Cualquiera
mete la pata.
Y en esta
ocasión fue El Duende quien metió, no una, sino sus dos
extremidadesmientras hacía mis rutinarios ejercicios
cardiovasculares en una maquina de gimnasioque tengo instalada
con ese propósito en mi tumba fría. El resultado fue una
espectacular caída sobre la estera del maldito artefacto que me
provocó rasgaduras en la piel de mis dos rodillas y una
tercera en el tobillo derecho, lesiones no muy graves pero que
me obligaron a tener que ir al hospital. Todo para mantenerme
en forma y por eso casi pierdo toda mi forma. No es la
primera vez que este Duende se cae rodando por el suelo con
mi etérea humanidad. Recuerdo una caída de un caballo medio
cerrero en el año 1959 cuando marcha en una caballería
del Ejército Rebelde al entrar en La Habana al triunfo de
la Revolución. De eso han pasado muchos años y muchas cosas
en este mundo terrenal, pero tengo la escena tan vívida en mi
memoria como si el hecho hubiera sucedido ayer, porque hay
caídas que no se olvidan aunque pasen 100 años. Suerte tuve
entonces, que como ahora, n i un solo hueso me partí. ¡Duros de
pelar que somos los Duende!
Esta caída de
ahora ocurrió el jueves pasado, hace hoy exactamente una
semana y sin embargo no por este aparatoso accidente hemos
dejado de realizar nuestro trabajo diario de periodista
cumplidor, para hacerles llegar a Uds. regularmente mis
crónicas fantasmales desde el más allá, informándoles de
las cosas y casos se suceden en el más acá.
Pero hoy-
siempre hay un “pero” atravesado en el camino- me voy a tomar
un descanso por prescripción facultativa ya que mi médico de
familia me recomendó ayer un reposo de 24 horas, a fin de
que con las piernas inmovilizadas acabe de bajar la
inflamación provocada por las contusiones en mis dos
rodillas y tobillo derecho. Espero que con este receso
obligado y el efecto de los medicamentos prescritos por mi
amigo galeno, mañana viernes “Dios mediante”- como decía mi
religiosa y devota abuelita- vuelva yo a estar en condiciones
de sentarme en mi computadora a escribir de nuevo mis
crónicas miamenses, desde mi tumba fría.
Ya se lo decía
al comenzar mi brevísima colaboración de hoy. Que cualquiera
mete la pata, hasta los Duendes. Y que la cosa es peor
cuando en vez de una pata, se meten las dos. A mis amigos,
que no se preocupen por mí, que mi segundo apellido es “Parrato”.

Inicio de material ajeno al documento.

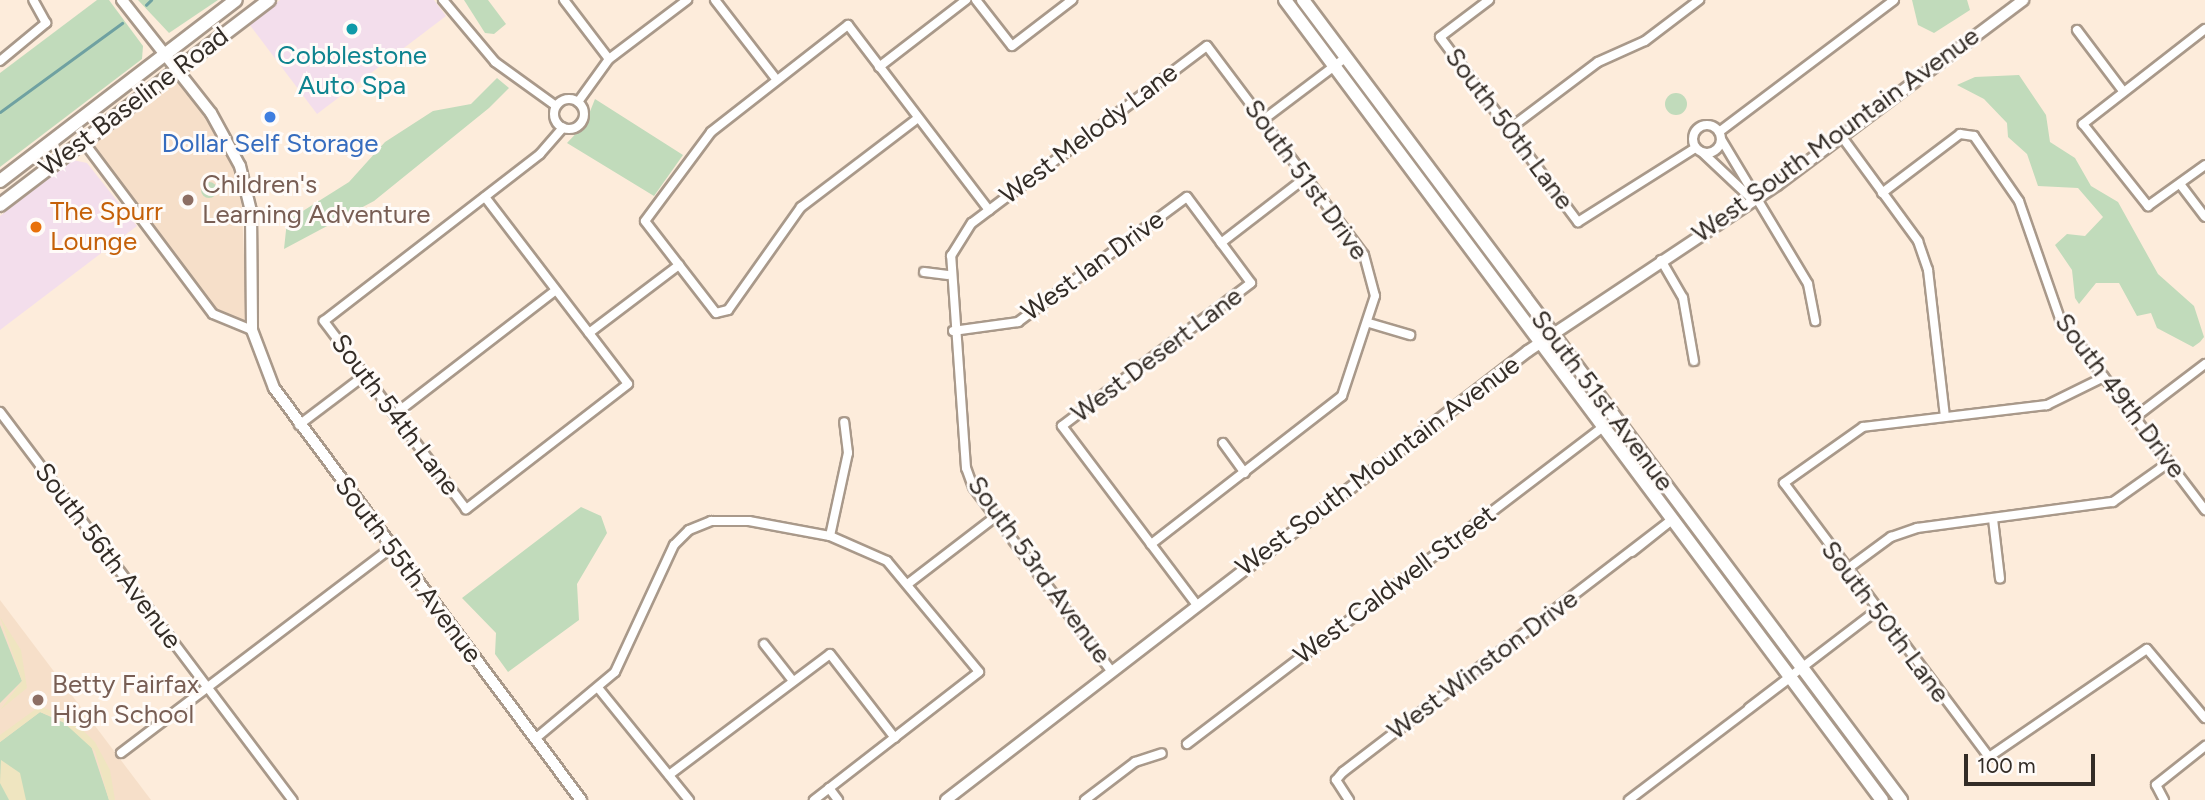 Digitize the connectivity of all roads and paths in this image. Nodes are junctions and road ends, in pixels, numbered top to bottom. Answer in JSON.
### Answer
{"nodes":[{"id":1,"x":33,"y":0,"type":"edge"},
{"id":2,"x":236,"y":0,"type":"edge"},
{"id":3,"x":269,"y":0,"type":"edge"},
{"id":4,"x":443,"y":0,"type":"edge"},
{"id":5,"x":564,"y":0,"type":"edge"},
{"id":6,"x":687,"y":0,"type":"edge"},
{"id":7,"x":715,"y":0,"type":"edge"},
{"id":8,"x":966,"y":0,"type":"edge"},
{"id":9,"x":976,"y":0,"type":"edge"},
{"id":10,"x":1073,"y":0,"type":"edge"},
{"id":11,"x":1285,"y":0,"type":"edge"},
{"id":12,"x":1303,"y":0,"type":"edge"},
{"id":13,"x":1489,"y":0,"type":"edge"},
{"id":14,"x":1699,"y":0,"type":"edge"},
{"id":15,"x":1894,"y":0,"type":"edge"},
{"id":16,"x":2023,"y":0,"type":"edge"},
{"id":17,"x":125,"y":4,"type":"edge"},
{"id":18,"x":2205,"y":29,"type":"edge"},
{"id":19,"x":2077,"y":30,"type":"dead end"},
{"id":20,"x":1207,"y":46,"type":"joint"},
{"id":21,"x":165,"y":55,"type":"junction"},
{"id":22,"x":1345,"y":58,"type":"junction"},
{"id":23,"x":609,"y":59,"type":"junction"},
{"id":24,"x":0,"y":61,"type":"edge"},
{"id":25,"x":879,"y":67,"type":"junction"},
{"id":26,"x":1333,"y":68,"type":"junction"},
{"id":27,"x":178,"y":70,"type":"junction"},
{"id":28,"x":776,"y":79,"type":"junction"},
{"id":29,"x":2123,"y":91,"type":"junction"},
{"id":30,"x":578,"y":102,"type":"junction"},
{"id":31,"x":556,"y":106,"type":"junction"},
{"id":32,"x":918,"y":118,"type":"junction"},
{"id":33,"x":1263,"y":120,"type":"junction"},
{"id":34,"x":563,"y":128,"type":"junction"},
{"id":35,"x":1509,"y":129,"type":"junction"},
{"id":36,"x":1720,"y":136,"type":"junction"},
{"id":37,"x":1842,"y":137,"type":"junction"},
{"id":38,"x":83,"y":141,"type":"junction"},
{"id":39,"x":1699,"y":150,"type":"junction"},
{"id":40,"x":2205,"y":165,"type":"edge"},
{"id":41,"x":1306,"y":178,"type":"junction"},
{"id":42,"x":0,"y":181,"type":"edge"},
{"id":43,"x":2180,"y":184,"type":"junction"},
{"id":44,"x":1882,"y":193,"type":"junction"},
{"id":45,"x":485,"y":197,"type":"junction"},
{"id":46,"x":1754,"y":201,"type":"junction"},
{"id":47,"x":0,"y":205,"type":"edge"},
{"id":48,"x":989,"y":210,"type":"junction"},
{"id":49,"x":2205,"y":217,"type":"edge"},
{"id":50,"x":972,"y":223,"type":"joint"},
{"id":51,"x":1221,"y":243,"type":"junction"},
{"id":52,"x":1661,"y":260,"type":"junction"},
{"id":53,"x":679,"y":265,"type":"junction"},
{"id":54,"x":924,"y":272,"type":"dead end"},
{"id":55,"x":948,"y":275,"type":"junction"},
{"id":56,"x":556,"y":290,"type":"junction"},
{"id":57,"x":1815,"y":321,"type":"dead end"},
{"id":58,"x":1369,"y":323,"type":"junction"},
{"id":59,"x":252,"y":330,"type":"junction"},
{"id":60,"x":953,"y":331,"type":"junction"},
{"id":61,"x":589,"y":333,"type":"junction"},
{"id":62,"x":1410,"y":335,"type":"dead end"},
{"id":63,"x":1555,"y":338,"type":"junction"},
{"id":64,"x":1540,"y":343,"type":"junction"},
{"id":65,"x":1694,"y":361,"type":"dead end"},
{"id":66,"x":2205,"y":364,"type":"edge"},
{"id":67,"x":365,"y":375,"type":"junction"},
{"id":68,"x":2104,"y":377,"type":"junction"},
{"id":69,"x":0,"y":412,"type":"edge"},
{"id":70,"x":395,"y":414,"type":"junction"},
{"id":71,"x":1945,"y":415,"type":"junction"},
{"id":72,"x":2134,"y":418,"type":"junction"},
{"id":73,"x":844,"y":422,"type":"dead end"},
{"id":74,"x":299,"y":425,"type":"junction"},
{"id":75,"x":1603,"y":427,"type":"junction"},
{"id":76,"x":1223,"y":443,"type":"dead end"},
{"id":77,"x":2168,"y":463,"type":"junction"},
{"id":78,"x":1245,"y":473,"type":"junction"},
{"id":79,"x":2205,"y":510,"type":"edge"},
{"id":80,"x":1684,"y":511,"type":"junction"},
{"id":81,"x":995,"y":517,"type":"junction"},
{"id":82,"x":1993,"y":519,"type":"junction"},
{"id":83,"x":1672,"y":520,"type":"junction"},
{"id":84,"x":830,"y":536,"type":"junction"},
{"id":85,"x":1151,"y":544,"type":"junction"},
{"id":86,"x":391,"y":548,"type":"junction"},
{"id":87,"x":1846,"y":570,"type":"junction"},
{"id":88,"x":2000,"y":579,"type":"dead end"},
{"id":89,"x":909,"y":583,"type":"junction"},
{"id":90,"x":1197,"y":605,"type":"junction"},
{"id":91,"x":1877,"y":611,"type":"junction"},
{"id":92,"x":764,"y":644,"type":"dead end"},
{"id":93,"x":1803,"y":668,"type":"junction"},
{"id":94,"x":1112,"y":672,"type":"junction"},
{"id":95,"x":1791,"y":677,"type":"junction"},
{"id":96,"x":793,"y":681,"type":"junction"},
{"id":97,"x":207,"y":687,"type":"junction"},
{"id":98,"x":599,"y":690,"type":"junction"},
{"id":99,"x":2205,"y":718,"type":"edge"},
{"id":100,"x":895,"y":738,"type":"junction"},
{"id":101,"x":535,"y":739,"type":"junction"},
{"id":102,"x":1187,"y":744,"type":"dead end"},
{"id":103,"x":2205,"y":746,"type":"edge"},
{"id":104,"x":121,"y":753,"type":"dead end"},
{"id":105,"x":1162,"y":753,"type":"dead end"},
{"id":106,"x":669,"y":775,"type":"junction"},
{"id":107,"x":829,"y":789,"type":"junction"},
{"id":108,"x":292,"y":800,"type":"edge"},
{"id":109,"x":581,"y":800,"type":"edge"},
{"id":110,"x":689,"y":800,"type":"edge"},
{"id":111,"x":814,"y":800,"type":"edge"},
{"id":112,"x":838,"y":800,"type":"edge"},
{"id":113,"x":946,"y":800,"type":"edge"},
{"id":114,"x":1085,"y":800,"type":"edge"},
{"id":115,"x":1349,"y":800,"type":"edge"},
{"id":116,"x":1629,"y":800,"type":"edge"},
{"id":117,"x":1882,"y":800,"type":"edge"},
{"id":118,"x":1901,"y":800,"type":"edge"},
{"id":119,"x":2164,"y":800,"type":"edge"}],
"edges":[{"from":1,"to":24,"type":"street"},
{"from":2,"to":21,"type":"main road","name":"West Baseline Road"},
{"from":3,"to":27,"type":"main road","name":"West Baseline Road"},
{"from":4,"to":31,"type":"street"},
{"from":5,"to":23,"type":"street"},
{"from":6,"to":23,"type":"street"},
{"from":7,"to":28,"type":"street"},
{"from":8,"to":25,"type":"street"},
{"from":9,"to":10,"type":"street"},
{"from":11,"to":26,"type":"main road","name":"South 51st Avenue"},
{"from":12,"to":22,"type":"main road","name":"South 51st Avenue"},
{"from":13,"to":35,"type":"street","name":"South 50th Lane"},
{"from":14,"to":35,"type":"street"},
{"from":15,"to":36,"type":"street"},
{"from":16,"to":37,"type":"street","name":"West South Mountain Avenue"},
{"from":17,"to":21,"type":"street","name":"South 55th Avenue"},
{"from":18,"to":29,"type":"street"},
{"from":19,"to":29,"type":"street"},
{"from":20,"to":33,"type":"street","name":"South 51st Drive"},
{"from":20,"to":48,"type":"street","name":"West Melody Lane"},
{"from":21,"to":27,"type":"street","name":"South 55th Avenue"},
{"from":21,"to":42,"type":"main road","name":"West Baseline Road"},
{"from":22,"to":26,"type":"street"},
{"from":22,"to":63,"type":"main road","name":"South 51st Avenue"},
{"from":23,"to":30,"type":"street"},
{"from":25,"to":28,"type":"street"},
{"from":25,"to":32,"type":"street"},
{"from":26,"to":33,"type":"street"},
{"from":26,"to":64,"type":"main road","name":"South 51st Avenue"},
{"from":27,"to":38,"type":"main road","name":"West Baseline Road"},
{"from":27,"to":59,"type":"street","name":"South 55th Avenue"},
{"from":28,"to":53,"type":"street"},
{"from":29,"to":43,"type":"street"},
{"from":30,"to":31,"type":"street"},
{"from":30,"to":34,"type":"street"},
{"from":31,"to":34,"type":"street"},
{"from":32,"to":48,"type":"street"},
{"from":32,"to":53,"type":"street"},
{"from":33,"to":41,"type":"street","name":"South 51st Drive"},
{"from":34,"to":45,"type":"street"},
{"from":35,"to":39,"type":"street","name":"South 50th Lane"},
{"from":36,"to":39,"type":"street"},
{"from":36,"to":39,"type":"street"},
{"from":36,"to":46,"type":"street"},
{"from":37,"to":44,"type":"street"},
{"from":37,"to":46,"type":"street","name":"West South Mountain Avenue"},
{"from":38,"to":47,"type":"main road","name":"West Baseline Road"},
{"from":38,"to":59,"type":"street"},
{"from":39,"to":46,"type":"street"},
{"from":40,"to":43,"type":"street"},
{"from":41,"to":51,"type":"street","name":"West Desert Lane"},
{"from":41,"to":58,"type":"street","name":"South 51st Drive"},
{"from":43,"to":49,"type":"street"},
{"from":44,"to":68,"type":"street","name":"South 49th Drive"},
{"from":44,"to":71,"type":"street"},
{"from":45,"to":56,"type":"street"},
{"from":45,"to":67,"type":"street","name":"South 54th Lane"},
{"from":46,"to":52,"type":"street","name":"West South Mountain Avenue"},
{"from":46,"to":57,"type":"street"},
{"from":48,"to":50,"type":"street","name":"West Melody Lane"},
{"from":50,"to":55,"type":"street","name":"South 53rd Avenue"},
{"from":51,"to":60,"type":"street","name":"West Ian Drive"},
{"from":51,"to":85,"type":"street","name":"West Desert Lane"},
{"from":52,"to":63,"type":"street","name":"West South Mountain Avenue"},
{"from":52,"to":65,"type":"street"},
{"from":53,"to":61,"type":"street"},
{"from":54,"to":55,"type":"street"},
{"from":55,"to":60,"type":"street","name":"South 53rd Avenue"},
{"from":56,"to":61,"type":"street"},
{"from":56,"to":70,"type":"street"},
{"from":58,"to":62,"type":"street"},
{"from":58,"to":78,"type":"street","name":"South 51st Drive"},
{"from":59,"to":74,"type":"street","name":"South 55th Avenue"},
{"from":60,"to":81,"type":"street","name":"South 53rd Avenue"},
{"from":61,"to":70,"type":"street","name":"South 54th Lane"},
{"from":63,"to":64,"type":"street","name":"West South Mountain Avenue"},
{"from":63,"to":80,"type":"main road","name":"South 51st Avenue"},
{"from":64,"to":75,"type":"main road","name":"South 51st Avenue"},
{"from":64,"to":90,"type":"street","name":"West South Mountain Avenue"},
{"from":66,"to":72,"type":"street"},
{"from":67,"to":70,"type":"street","name":"South 54th Lane"},
{"from":67,"to":74,"type":"street"},
{"from":68,"to":71,"type":"street"},
{"from":68,"to":72,"type":"street","name":"South 49th Drive"},
{"from":69,"to":97,"type":"street","name":"South 56th Avenue"},
{"from":71,"to":87,"type":"street","name":"South 50th Lane"},
{"from":72,"to":77,"type":"street","name":"South 49th Drive"},
{"from":73,"to":84,"type":"street"},
{"from":74,"to":86,"type":"street","name":"South 55th Avenue"},
{"from":75,"to":83,"type":"main road","name":"South 51st Avenue"},
{"from":75,"to":102,"type":"street","name":"West Caldwell Street"},
{"from":76,"to":78,"type":"street"},
{"from":77,"to":79,"type":"street","name":"South 49th Drive"},
{"from":77,"to":82,"type":"street"},
{"from":78,"to":85,"type":"street","name":"South 51st Drive"},
{"from":80,"to":83,"type":"street","name":"West Winston Drive"},
{"from":80,"to":93,"type":"main road","name":"South 51st Avenue"},
{"from":81,"to":89,"type":"street"},
{"from":81,"to":94,"type":"street","name":"South 53rd Avenue"},
{"from":82,"to":87,"type":"street"},
{"from":82,"to":88,"type":"street"},
{"from":83,"to":95,"type":"main road","name":"South 51st Avenue"},
{"from":83,"to":115,"type":"street","name":"West Winston Drive"},
{"from":84,"to":89,"type":"street"},
{"from":84,"to":98,"type":"street"},
{"from":85,"to":90,"type":"street"},
{"from":86,"to":97,"type":"street"},
{"from":86,"to":101,"type":"street","name":"South 55th Avenue"},
{"from":87,"to":91,"type":"street","name":"South 50th Lane"},
{"from":89,"to":100,"type":"street"},
{"from":90,"to":94,"type":"street","name":"West South Mountain Avenue"},
{"from":91,"to":93,"type":"street"},
{"from":91,"to":99,"type":"street","name":"South 50th Lane"},
{"from":92,"to":96,"type":"street"},
{"from":93,"to":95,"type":"street"},
{"from":93,"to":118,"type":"main road","name":"South 51st Avenue"},
{"from":94,"to":113,"type":"street","name":"West South Mountain Avenue"},
{"from":95,"to":116,"type":"street"},
{"from":95,"to":117,"type":"main road","name":"South 51st Avenue"},
{"from":96,"to":100,"type":"street"},
{"from":96,"to":106,"type":"street"},
{"from":97,"to":104,"type":"street"},
{"from":97,"to":108,"type":"street","name":"South 56th Avenue"},
{"from":98,"to":101,"type":"street"},
{"from":98,"to":106,"type":"street"},
{"from":100,"to":107,"type":"street"},
{"from":101,"to":109,"type":"street","name":"South 55th Avenue"},
{"from":103,"to":119,"type":"street"},
{"from":105,"to":114,"type":"street"},
{"from":106,"to":110,"type":"street"},
{"from":107,"to":111,"type":"street"},
{"from":107,"to":112,"type":"street"}]}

Y para los que no me quieren bien, pues que sueñen con una
tercera caída de El Duende, por aquello de que a la tercera
va la vencida. Yo por lo pronto no los pienso complacer
teniendo más cuidado a la hora y el lugar de poner mis
pies.
Y hasta mañana
entonces, amigos de El Duende, que con mi gallo me voy
cantando a mi tumba fría. Bambarambay.